- Exercise brief:
How many lines in the records below hold the string "Hermosa"? Answer with the number alone.

Recorded data below:

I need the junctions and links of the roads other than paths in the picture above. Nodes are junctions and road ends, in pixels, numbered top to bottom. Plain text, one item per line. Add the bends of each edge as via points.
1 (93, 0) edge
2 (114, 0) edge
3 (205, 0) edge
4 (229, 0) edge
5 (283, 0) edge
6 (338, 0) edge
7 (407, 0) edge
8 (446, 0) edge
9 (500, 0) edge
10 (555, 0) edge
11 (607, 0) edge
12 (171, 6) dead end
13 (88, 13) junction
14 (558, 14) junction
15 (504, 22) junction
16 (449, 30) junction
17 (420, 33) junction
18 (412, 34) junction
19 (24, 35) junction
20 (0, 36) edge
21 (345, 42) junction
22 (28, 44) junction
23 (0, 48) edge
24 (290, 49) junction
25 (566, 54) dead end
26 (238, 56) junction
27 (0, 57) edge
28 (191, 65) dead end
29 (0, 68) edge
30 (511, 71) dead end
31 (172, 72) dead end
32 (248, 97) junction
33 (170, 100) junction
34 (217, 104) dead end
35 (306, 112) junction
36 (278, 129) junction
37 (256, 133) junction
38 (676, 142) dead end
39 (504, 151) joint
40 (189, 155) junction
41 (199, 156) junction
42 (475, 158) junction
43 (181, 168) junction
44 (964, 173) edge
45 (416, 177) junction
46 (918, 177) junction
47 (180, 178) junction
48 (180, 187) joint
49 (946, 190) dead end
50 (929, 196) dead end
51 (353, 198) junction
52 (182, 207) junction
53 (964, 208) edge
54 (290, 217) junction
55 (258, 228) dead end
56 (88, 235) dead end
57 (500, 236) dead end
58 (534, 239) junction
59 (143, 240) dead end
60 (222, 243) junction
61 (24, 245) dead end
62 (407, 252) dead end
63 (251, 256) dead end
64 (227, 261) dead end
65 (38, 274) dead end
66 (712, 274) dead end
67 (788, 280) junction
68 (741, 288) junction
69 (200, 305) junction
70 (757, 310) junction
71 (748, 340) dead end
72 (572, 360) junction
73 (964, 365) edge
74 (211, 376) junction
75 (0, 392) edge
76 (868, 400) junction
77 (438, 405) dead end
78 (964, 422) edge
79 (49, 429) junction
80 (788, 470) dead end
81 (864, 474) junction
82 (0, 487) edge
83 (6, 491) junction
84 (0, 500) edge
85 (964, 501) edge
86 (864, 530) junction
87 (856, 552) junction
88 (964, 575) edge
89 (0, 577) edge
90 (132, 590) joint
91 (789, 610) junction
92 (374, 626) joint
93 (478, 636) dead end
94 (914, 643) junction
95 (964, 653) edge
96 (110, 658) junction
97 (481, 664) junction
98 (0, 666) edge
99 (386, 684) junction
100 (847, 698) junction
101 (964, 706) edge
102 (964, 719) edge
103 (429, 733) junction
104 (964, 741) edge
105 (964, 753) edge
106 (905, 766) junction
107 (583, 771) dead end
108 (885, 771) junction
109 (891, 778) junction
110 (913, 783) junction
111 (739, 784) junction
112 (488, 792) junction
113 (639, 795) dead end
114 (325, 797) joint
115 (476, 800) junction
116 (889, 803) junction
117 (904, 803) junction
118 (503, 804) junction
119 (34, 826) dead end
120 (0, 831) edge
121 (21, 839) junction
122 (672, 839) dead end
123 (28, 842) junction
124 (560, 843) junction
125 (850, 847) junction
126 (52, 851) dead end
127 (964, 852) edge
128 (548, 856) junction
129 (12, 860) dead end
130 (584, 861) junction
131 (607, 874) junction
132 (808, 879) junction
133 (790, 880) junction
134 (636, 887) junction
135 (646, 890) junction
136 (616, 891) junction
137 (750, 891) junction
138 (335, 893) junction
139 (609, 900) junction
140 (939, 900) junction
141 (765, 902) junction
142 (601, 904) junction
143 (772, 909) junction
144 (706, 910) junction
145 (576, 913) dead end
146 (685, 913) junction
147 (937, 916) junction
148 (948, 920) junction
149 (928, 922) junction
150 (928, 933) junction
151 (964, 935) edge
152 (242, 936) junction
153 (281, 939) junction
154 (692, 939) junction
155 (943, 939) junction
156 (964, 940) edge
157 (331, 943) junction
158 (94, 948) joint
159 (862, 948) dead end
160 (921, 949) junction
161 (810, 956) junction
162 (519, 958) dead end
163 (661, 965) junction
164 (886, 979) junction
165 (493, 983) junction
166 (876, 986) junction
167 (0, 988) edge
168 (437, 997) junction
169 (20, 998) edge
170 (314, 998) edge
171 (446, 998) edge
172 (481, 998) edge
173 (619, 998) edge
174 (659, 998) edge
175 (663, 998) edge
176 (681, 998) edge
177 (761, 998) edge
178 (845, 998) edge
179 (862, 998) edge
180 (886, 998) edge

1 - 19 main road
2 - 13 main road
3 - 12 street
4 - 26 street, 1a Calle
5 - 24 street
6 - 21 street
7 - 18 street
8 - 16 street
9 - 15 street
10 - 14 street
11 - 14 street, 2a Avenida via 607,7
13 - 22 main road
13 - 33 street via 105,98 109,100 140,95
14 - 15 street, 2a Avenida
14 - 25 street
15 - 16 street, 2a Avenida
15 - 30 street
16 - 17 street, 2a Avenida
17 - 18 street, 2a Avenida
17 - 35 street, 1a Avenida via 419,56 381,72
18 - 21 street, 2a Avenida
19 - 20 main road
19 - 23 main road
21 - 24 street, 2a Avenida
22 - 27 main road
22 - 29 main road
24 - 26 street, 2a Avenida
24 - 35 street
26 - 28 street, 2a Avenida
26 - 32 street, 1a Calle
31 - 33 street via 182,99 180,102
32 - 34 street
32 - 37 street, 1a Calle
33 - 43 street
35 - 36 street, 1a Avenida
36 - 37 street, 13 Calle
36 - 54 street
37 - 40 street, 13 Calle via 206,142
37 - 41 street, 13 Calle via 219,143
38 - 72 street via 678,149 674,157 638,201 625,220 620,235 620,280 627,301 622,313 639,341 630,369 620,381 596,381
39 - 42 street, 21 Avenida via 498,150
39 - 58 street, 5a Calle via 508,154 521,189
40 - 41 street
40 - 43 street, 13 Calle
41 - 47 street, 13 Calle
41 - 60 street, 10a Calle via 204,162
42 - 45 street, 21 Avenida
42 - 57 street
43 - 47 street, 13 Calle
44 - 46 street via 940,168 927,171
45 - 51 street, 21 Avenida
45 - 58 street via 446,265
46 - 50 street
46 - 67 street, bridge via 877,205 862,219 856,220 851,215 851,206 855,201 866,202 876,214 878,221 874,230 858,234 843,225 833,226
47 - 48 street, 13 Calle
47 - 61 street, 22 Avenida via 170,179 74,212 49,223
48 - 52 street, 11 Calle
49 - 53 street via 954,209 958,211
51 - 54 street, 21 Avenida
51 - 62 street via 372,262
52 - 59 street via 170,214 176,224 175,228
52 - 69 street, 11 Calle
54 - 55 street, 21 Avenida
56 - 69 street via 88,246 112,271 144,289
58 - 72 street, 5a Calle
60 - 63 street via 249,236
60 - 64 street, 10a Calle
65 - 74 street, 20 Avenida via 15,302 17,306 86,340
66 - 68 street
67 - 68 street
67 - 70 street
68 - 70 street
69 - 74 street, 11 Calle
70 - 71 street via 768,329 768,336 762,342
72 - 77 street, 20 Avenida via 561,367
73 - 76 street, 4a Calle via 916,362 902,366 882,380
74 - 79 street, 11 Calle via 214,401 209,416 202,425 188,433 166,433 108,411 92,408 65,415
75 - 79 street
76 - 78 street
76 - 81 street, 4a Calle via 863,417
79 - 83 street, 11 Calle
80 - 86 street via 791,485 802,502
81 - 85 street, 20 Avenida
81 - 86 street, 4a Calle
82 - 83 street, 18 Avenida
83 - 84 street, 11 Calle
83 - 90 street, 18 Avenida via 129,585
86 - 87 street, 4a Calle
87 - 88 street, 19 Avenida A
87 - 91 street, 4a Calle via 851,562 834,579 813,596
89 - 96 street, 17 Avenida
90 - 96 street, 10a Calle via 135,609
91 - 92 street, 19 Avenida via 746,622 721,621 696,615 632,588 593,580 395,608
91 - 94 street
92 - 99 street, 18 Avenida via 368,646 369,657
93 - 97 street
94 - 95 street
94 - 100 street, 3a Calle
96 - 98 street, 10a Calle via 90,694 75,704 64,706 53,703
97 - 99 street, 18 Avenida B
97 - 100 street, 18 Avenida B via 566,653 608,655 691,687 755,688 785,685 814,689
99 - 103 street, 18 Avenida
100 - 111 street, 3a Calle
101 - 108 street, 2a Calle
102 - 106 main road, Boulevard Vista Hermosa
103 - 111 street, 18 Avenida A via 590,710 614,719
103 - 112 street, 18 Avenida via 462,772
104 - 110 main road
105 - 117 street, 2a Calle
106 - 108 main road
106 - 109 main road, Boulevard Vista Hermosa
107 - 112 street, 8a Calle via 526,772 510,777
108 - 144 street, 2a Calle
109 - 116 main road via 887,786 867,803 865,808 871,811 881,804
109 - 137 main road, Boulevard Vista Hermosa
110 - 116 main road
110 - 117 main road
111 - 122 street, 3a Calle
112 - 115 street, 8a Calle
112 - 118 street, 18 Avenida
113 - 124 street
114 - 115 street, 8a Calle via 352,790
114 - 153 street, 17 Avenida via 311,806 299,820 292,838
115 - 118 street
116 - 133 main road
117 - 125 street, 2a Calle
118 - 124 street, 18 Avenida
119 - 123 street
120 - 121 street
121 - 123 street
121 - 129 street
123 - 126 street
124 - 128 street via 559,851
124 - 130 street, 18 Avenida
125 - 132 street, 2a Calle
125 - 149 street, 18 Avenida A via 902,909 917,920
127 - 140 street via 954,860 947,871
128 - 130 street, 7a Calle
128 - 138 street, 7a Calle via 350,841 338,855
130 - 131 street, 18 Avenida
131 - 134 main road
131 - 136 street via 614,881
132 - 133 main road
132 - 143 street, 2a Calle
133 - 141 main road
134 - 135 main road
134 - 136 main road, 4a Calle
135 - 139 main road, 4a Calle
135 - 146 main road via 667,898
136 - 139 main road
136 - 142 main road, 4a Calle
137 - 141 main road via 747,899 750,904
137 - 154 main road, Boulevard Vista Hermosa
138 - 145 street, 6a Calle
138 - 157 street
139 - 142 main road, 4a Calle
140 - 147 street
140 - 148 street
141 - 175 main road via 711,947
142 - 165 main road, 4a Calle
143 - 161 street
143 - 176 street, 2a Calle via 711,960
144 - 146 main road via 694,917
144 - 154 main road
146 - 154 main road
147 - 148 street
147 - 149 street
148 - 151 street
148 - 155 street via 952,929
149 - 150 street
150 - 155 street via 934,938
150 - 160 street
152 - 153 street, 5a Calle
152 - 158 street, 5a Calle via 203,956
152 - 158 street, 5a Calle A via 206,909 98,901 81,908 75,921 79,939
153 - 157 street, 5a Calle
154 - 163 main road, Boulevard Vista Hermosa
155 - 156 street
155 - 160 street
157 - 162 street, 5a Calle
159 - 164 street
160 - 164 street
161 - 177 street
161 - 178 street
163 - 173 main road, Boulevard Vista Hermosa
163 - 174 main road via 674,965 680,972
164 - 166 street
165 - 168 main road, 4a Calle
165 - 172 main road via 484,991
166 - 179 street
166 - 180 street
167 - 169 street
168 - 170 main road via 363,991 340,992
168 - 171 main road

End of Recorded data.

- Task answer:
6